[Dataset entries]
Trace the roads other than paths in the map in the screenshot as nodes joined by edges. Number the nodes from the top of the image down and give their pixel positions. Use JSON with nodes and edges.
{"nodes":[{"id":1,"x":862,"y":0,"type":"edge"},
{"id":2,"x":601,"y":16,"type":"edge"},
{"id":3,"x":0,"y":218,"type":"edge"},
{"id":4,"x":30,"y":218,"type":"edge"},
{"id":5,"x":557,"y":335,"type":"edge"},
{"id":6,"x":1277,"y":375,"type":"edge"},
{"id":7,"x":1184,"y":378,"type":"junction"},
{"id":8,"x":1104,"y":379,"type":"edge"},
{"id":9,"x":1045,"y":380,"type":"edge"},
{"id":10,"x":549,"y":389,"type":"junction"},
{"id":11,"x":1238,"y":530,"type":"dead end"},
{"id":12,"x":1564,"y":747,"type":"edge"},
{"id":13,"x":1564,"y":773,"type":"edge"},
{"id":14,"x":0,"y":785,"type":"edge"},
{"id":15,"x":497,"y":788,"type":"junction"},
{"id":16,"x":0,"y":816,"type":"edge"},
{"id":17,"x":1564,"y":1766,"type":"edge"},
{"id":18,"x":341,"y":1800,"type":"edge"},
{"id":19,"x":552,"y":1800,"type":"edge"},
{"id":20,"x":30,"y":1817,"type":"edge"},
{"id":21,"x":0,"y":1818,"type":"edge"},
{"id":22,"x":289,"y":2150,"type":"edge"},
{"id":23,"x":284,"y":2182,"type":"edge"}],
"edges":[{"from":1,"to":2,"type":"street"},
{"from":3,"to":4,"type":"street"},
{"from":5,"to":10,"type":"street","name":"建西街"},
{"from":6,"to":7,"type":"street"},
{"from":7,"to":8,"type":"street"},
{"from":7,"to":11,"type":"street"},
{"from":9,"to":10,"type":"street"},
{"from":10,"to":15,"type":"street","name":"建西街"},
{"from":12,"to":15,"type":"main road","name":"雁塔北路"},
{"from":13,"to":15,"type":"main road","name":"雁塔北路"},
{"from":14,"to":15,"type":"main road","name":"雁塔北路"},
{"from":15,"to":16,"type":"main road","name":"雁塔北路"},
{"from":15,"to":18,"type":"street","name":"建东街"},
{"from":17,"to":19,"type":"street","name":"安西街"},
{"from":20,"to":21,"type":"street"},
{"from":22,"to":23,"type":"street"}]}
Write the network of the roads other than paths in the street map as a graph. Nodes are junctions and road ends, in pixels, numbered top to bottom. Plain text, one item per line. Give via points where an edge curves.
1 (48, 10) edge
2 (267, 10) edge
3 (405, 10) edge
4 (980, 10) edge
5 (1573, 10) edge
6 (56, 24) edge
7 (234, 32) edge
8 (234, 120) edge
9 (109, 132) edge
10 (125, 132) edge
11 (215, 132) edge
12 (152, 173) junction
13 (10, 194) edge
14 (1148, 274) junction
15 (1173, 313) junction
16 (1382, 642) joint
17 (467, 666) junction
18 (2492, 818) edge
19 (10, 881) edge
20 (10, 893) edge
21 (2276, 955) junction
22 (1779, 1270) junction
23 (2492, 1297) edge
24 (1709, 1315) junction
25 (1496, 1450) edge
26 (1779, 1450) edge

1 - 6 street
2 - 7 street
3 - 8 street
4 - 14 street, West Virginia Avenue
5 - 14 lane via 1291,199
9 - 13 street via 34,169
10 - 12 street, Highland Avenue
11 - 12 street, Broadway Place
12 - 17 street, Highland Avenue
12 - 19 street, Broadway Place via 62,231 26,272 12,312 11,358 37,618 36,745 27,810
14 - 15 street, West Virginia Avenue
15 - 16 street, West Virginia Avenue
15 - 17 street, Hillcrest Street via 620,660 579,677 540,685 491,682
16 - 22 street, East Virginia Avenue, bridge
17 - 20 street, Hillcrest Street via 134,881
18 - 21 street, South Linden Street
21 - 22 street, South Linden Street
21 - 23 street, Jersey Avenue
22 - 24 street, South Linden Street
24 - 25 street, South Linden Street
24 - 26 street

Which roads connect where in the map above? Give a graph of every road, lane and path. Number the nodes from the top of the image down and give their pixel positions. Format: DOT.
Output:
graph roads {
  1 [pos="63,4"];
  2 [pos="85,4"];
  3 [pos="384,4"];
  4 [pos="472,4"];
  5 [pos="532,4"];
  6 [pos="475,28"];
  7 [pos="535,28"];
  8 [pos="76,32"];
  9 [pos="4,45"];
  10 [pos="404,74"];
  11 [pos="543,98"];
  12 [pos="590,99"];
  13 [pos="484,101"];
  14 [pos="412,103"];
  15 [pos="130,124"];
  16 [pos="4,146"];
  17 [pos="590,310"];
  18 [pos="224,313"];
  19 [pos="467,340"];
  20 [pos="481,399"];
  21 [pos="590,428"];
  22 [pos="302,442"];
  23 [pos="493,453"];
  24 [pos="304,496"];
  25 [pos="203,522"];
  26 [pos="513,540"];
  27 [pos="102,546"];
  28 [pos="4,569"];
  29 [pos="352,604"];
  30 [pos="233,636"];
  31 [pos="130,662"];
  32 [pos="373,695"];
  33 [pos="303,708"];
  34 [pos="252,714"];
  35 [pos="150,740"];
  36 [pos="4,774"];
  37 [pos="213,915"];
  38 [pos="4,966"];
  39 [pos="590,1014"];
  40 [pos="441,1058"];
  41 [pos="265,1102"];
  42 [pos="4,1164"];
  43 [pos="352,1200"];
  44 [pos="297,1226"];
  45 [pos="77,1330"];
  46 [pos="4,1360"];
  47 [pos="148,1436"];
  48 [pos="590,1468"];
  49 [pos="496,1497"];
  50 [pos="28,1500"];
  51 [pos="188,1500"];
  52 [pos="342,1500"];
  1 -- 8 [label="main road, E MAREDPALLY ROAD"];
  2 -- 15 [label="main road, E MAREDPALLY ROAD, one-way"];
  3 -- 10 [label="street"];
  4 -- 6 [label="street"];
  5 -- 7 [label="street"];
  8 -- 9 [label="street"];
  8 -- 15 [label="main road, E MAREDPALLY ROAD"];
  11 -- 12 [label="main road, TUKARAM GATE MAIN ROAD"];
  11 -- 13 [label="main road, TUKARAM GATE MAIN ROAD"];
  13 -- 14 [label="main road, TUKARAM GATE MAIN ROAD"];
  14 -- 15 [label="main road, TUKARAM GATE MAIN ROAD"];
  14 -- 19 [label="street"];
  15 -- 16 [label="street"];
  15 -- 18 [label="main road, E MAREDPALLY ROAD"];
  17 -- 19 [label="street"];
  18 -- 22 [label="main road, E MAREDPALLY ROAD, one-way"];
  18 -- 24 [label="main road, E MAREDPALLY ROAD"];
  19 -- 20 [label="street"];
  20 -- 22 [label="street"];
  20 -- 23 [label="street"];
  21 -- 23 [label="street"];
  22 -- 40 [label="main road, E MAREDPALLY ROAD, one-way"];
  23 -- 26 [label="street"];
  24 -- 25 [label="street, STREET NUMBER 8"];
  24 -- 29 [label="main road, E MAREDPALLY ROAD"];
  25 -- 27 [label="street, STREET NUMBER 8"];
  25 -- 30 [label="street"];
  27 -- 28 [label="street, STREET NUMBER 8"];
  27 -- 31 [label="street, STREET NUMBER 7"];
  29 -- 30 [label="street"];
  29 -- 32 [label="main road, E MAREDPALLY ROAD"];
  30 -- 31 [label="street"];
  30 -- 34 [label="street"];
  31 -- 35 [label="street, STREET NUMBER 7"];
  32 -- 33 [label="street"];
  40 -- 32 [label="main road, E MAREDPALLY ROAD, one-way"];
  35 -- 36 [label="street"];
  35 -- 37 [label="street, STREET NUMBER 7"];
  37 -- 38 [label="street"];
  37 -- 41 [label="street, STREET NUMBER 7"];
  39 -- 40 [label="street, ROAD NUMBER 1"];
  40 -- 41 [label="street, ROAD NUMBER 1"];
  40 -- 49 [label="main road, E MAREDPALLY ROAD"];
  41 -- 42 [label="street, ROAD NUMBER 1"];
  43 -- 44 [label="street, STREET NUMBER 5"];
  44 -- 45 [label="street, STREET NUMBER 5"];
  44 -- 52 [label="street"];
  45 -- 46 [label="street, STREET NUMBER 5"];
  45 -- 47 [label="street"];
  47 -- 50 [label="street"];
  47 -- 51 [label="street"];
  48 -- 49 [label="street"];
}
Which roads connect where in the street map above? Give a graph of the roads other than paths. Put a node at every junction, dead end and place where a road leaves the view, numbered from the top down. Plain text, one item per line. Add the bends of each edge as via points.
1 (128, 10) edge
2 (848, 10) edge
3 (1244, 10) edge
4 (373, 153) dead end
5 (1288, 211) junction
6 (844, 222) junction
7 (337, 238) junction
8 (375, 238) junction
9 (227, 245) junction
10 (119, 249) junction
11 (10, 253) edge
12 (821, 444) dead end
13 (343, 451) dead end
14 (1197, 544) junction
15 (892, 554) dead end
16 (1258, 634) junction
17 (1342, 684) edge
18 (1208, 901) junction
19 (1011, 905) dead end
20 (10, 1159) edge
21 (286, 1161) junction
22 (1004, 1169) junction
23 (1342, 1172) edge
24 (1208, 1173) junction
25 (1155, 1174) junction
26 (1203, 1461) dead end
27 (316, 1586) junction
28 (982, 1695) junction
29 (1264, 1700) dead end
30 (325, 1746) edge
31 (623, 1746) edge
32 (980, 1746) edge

* DIRECTIONS FOR THIS TASK: Would you show every line in the data above that contains the string "Linden"?

* SOLUTION TO THIS EXERCISE:
18 - 21 street, South Linden Street
21 - 22 street, South Linden Street
22 - 24 street, South Linden Street
24 - 25 street, South Linden Street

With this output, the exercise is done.